If you take a vulnerable mentally disabled person out with two paid carers to a strange place, there will be a risk assessment floating around somewhere.
When your autistic child goes out with their parent(s) there will not be a risk assessment.
The fact there will have been a need to have a risk assessment in the first place is the point. Who wrote it and who approved it. Was it good enough? Did it reflect this person's needs and behaviour and did it properly consider public safety? Did it properly assess the ability of staff? Were the staff following it and were they doing their job properly?
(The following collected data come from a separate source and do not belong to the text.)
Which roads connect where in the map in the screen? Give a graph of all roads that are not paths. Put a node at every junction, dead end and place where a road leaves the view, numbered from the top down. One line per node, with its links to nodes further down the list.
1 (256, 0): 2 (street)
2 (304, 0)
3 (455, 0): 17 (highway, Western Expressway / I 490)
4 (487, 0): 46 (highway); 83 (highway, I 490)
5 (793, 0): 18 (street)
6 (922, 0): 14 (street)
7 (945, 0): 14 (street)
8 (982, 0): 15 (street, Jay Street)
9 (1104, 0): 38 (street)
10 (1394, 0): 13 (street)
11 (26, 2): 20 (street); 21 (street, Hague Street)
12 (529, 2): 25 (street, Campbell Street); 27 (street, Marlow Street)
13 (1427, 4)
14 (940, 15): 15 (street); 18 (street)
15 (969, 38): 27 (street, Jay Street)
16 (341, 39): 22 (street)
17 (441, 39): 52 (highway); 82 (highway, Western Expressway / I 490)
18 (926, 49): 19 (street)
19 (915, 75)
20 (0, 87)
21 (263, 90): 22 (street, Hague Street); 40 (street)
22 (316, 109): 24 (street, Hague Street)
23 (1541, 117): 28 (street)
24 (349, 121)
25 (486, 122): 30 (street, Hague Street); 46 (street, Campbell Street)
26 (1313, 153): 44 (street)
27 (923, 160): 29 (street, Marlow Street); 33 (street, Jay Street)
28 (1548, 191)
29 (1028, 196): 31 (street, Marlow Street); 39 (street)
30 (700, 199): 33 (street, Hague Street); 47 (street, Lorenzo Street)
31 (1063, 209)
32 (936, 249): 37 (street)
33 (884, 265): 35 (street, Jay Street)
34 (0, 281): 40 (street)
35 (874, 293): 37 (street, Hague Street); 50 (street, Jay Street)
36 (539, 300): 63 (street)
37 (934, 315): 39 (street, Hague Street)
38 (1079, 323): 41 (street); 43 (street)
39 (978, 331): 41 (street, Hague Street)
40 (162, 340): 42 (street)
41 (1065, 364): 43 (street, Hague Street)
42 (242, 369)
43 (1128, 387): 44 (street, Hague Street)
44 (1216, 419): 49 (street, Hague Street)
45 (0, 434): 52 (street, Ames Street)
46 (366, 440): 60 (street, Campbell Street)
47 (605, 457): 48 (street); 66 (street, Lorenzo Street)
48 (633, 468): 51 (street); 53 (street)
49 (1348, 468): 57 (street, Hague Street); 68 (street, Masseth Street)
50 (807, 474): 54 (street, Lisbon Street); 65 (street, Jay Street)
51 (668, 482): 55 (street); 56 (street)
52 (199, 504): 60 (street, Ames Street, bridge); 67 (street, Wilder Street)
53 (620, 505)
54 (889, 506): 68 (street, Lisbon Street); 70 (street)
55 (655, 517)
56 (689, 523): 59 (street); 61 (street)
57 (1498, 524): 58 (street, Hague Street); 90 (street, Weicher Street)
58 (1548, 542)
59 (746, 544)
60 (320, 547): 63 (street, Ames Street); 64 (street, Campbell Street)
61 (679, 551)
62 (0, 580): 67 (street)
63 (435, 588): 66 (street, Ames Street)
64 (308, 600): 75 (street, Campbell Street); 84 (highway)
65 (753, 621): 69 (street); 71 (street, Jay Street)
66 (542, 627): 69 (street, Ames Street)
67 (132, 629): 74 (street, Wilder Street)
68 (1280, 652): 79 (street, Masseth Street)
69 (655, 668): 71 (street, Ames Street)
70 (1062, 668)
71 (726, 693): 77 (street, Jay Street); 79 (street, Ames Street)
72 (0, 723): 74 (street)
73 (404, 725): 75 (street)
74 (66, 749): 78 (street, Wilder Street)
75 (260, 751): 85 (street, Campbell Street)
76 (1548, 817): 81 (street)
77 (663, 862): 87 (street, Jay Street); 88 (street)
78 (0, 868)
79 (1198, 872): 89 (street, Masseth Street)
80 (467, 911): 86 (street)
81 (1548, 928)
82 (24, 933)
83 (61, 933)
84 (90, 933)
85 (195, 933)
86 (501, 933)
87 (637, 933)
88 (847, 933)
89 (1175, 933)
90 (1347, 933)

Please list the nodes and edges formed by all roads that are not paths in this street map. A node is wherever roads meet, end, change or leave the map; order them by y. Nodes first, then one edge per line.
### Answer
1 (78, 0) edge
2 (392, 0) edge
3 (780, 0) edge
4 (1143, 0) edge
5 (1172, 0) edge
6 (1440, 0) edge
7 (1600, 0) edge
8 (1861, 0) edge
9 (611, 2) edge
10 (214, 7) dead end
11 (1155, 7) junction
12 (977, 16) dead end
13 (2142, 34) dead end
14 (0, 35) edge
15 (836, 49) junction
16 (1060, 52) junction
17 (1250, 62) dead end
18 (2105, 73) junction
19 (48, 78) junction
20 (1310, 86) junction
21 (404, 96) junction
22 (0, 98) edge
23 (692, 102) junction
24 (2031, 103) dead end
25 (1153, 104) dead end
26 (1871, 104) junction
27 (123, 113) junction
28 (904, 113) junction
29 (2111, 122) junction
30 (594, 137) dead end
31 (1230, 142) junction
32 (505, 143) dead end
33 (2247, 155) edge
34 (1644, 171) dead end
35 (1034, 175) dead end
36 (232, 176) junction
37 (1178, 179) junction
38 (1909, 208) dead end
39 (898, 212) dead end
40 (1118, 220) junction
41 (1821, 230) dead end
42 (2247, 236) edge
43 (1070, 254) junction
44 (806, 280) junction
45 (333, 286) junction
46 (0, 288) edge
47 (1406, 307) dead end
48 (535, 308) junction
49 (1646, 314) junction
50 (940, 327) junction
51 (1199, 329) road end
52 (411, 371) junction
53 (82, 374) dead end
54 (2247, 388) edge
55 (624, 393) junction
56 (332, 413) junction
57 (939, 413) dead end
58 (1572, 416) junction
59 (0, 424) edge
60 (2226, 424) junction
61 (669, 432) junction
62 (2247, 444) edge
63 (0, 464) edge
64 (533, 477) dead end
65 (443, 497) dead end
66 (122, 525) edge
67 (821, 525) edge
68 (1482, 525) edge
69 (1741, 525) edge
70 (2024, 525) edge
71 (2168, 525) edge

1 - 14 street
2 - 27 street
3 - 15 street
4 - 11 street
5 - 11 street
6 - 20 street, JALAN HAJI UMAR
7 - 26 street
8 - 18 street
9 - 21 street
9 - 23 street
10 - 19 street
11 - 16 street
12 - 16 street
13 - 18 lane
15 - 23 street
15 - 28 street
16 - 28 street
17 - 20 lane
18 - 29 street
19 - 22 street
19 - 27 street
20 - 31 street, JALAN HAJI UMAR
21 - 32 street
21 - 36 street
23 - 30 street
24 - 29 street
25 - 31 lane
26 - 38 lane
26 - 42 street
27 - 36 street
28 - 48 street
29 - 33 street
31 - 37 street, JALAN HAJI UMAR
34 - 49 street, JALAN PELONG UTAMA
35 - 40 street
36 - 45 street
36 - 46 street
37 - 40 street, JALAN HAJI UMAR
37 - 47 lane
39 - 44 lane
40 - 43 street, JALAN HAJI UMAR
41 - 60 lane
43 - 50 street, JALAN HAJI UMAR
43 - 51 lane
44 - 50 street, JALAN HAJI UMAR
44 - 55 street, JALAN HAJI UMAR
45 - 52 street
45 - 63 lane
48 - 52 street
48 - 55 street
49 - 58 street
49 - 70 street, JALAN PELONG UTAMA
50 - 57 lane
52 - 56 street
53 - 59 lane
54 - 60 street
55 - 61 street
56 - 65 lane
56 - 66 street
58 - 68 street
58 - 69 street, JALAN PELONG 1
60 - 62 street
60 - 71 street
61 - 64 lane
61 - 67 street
Did this person have their full undivided attention and were they close enough at all times?
The fact there will inevitably be a risk assessment or there should have been one is what this entire case will eventually centre on.
That's fundamentally different to blaming anyone autistic or looking at anyone autistic as a danger.
Someone has failed. And I would put money on it not coming out of the blue. There will be a history and reasons for the need for two carers.
It is all about the risk assessment not the diagnosis.
There are lots of comments here about SEN issues in schools. We had massive problems with out son and a child who was harming other children. We had to eventually challenge on safeguarding responsibilities - which were as much for the benefit of the child concerned as our child and other children in the class. It did eventually lead to social service intervention and to the children getting appropriate medical support. But we had to really stick our heels in, understand and know the system and our son literally had to take punches without hitting back. It also helped that our own son had a SEN diagnosis too.
Once again this comes back to this point about risk assessments and legal liabilities and responsibilities and correct enforcement of them.
No one wants people to be locked up. But there are situations where actually some people do have to be removed from certain social situations for their own safety because they pose too much of a risk to themselves - the risk of hurting someone else is a risk to themselves.
We can not pretend differently. It is a failure of a duty of care to these individuals to do so.